Collect all lines below with the string "Orme".

[[ DATA PROVIDED, beginning ]]

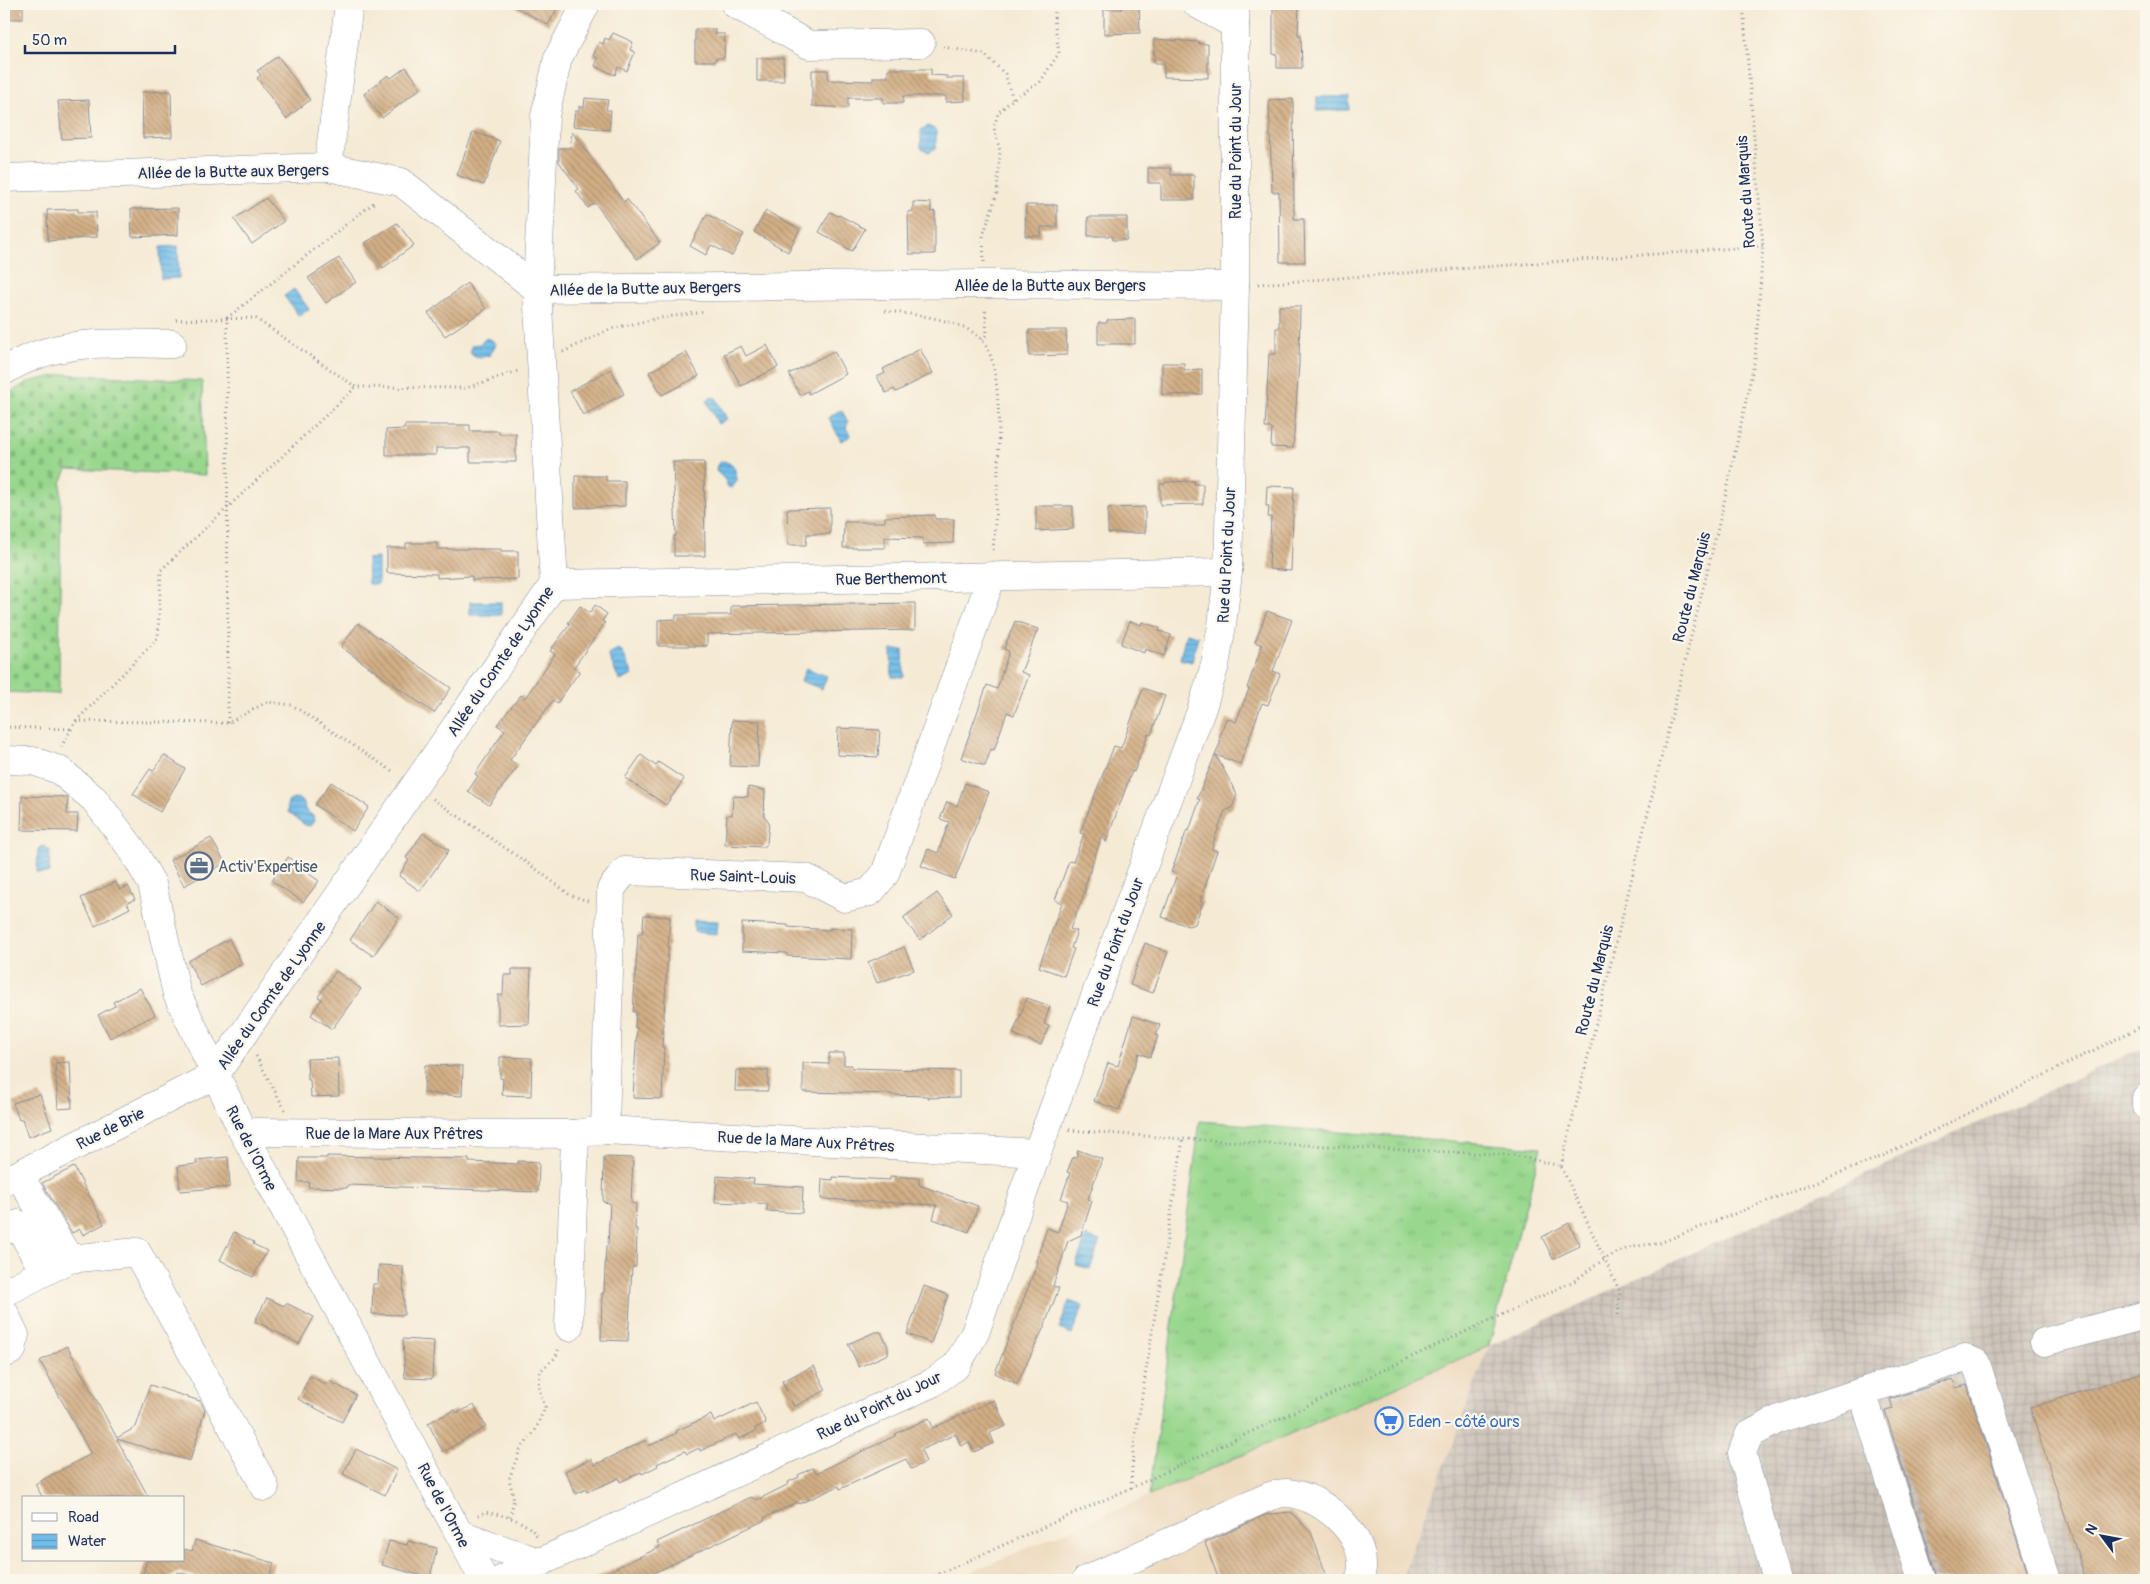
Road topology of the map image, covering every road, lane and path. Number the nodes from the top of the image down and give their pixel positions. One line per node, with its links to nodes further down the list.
1 (348, 4): 10 (street)
2 (586, 4): 16 (street, Allée du Comte de Lyonne)
3 (736, 4): 8 (street)
4 (1056, 4): 9 (path)
5 (1197, 4): 7 (street)
6 (1743, 4): 13 (path, Route du Marquis)
7 (1235, 14): 15 (street, Rue du Point du Jour)
8 (921, 43): 9 (path)
9 (1013, 100): 14 (path)
10 (328, 167): 11 (street, Allée de la Butte aux Bergers); 12 (street, Allée de la Butte aux Bergers)
11 (4, 178)
12 (401, 182): 16 (street, Allée de la Butte aux Bergers); 24 (path)
13 (1764, 246): 15 (path); 47 (path, Route du Marquis)
14 (984, 265)
15 (1235, 286): 16 (street, Allée de la Butte aux Bergers); 25 (street, Rue du Point du Jour)
16 (537, 289): 22 (street, Allée du Comte de Lyonne)
17 (985, 301): 20 (path)
18 (884, 310): 20 (path)
19 (709, 312): 22 (path)
20 (982, 340): 26 (path)
21 (172, 344): 23 (street)
22 (540, 363): 24 (path); 27 (street, Allée du Comte de Lyonne)
23 (4, 371)
24 (229, 504): 28 (path); 29 (path)
25 (1228, 572): 26 (street, Rue Berthemont); 46 (street, Rue du Point du Jour)
26 (992, 576): 27 (street, Rue Berthemont); 35 (street, Rue Saint-Louis)
27 (554, 584): 34 (street, Allée du Comte de Lyonne)
28 (76, 720): 29 (path); 31 (path)
29 (228, 723): 34 (path)
30 (4, 727): 31 (path)
31 (71, 729): 33 (path)
32 (4, 760): 33 (street, Rue de l'Orme)
33 (50, 766): 38 (street, Rue de l'Orme)
34 (414, 786): 35 (path); 37 (street, Allée du Comte de Lyonne)
35 (610, 908): 41 (street, Rue Saint-Louis)
36 (2146, 1024): 50 (path)
37 (244, 1034): 38 (street, Allée du Comte de Lyonne); 43 (path)
38 (216, 1075): 42 (street, Rue de l'Orme); 48 (street, Rue de Brie)
39 (2146, 1098): 40 (street)
40 (2146, 1105)
41 (605, 1130): 44 (street, Rue de la Mare Aux Prêtres); 46 (street, Rue de la Mare Aux Prêtres)
42 (242, 1132): 43 (street, Rue de la Mare Aux Prêtres); 64 (street, Rue de l'Orme)
43 (297, 1132): 44 (street, Rue de la Mare Aux Prêtres)
44 (576, 1134): 57 (street)
45 (1183, 1139): 46 (path); 47 (path); 62 (path)
46 (1041, 1141): 65 (street, Rue du Point du Jour)
47 (1561, 1166): 50 (path)
48 (11, 1178): 51 (street)
49 (4, 1231): 52 (street)
50 (1605, 1257): 56 (path); 62 (path)
51 (69, 1259): 52 (street); 61 (street)
52 (44, 1272): 53 (street)
53 (4, 1294)
54 (4, 1312): 59 (street)
55 (2146, 1315): 58 (street)
56 (1618, 1316)
57 (569, 1326): 63 (path)
58 (2044, 1342)
59 (4, 1354)
60 (1862, 1392): 71 (street); 72 (street); 73 (street)
61 (265, 1487)
62 (1131, 1488): 68 (path)
63 (510, 1517)
64 (460, 1534): 65 (street); 66 (street, Rue de l'Orme)
65 (541, 1563): 67 (street, Rue du Point du Jour)
66 (484, 1580)
67 (501, 1580)
68 (925, 1580)
69 (1086, 1580): 70 (street)
70 (1359, 1580)
71 (1777, 1580)
72 (1922, 1580)
73 (2046, 1580)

[[ DATA PROVIDED, end ]]

> EXERCISE OUTPUT:
32 (4, 760): 33 (street, Rue de l'Orme)
33 (50, 766): 38 (street, Rue de l'Orme)
38 (216, 1075): 42 (street, Rue de l'Orme); 48 (street, Rue de Brie)
42 (242, 1132): 43 (street, Rue de la Mare Aux Prêtres); 64 (street, Rue de l'Orme)
64 (460, 1534): 65 (street); 66 (street, Rue de l'Orme)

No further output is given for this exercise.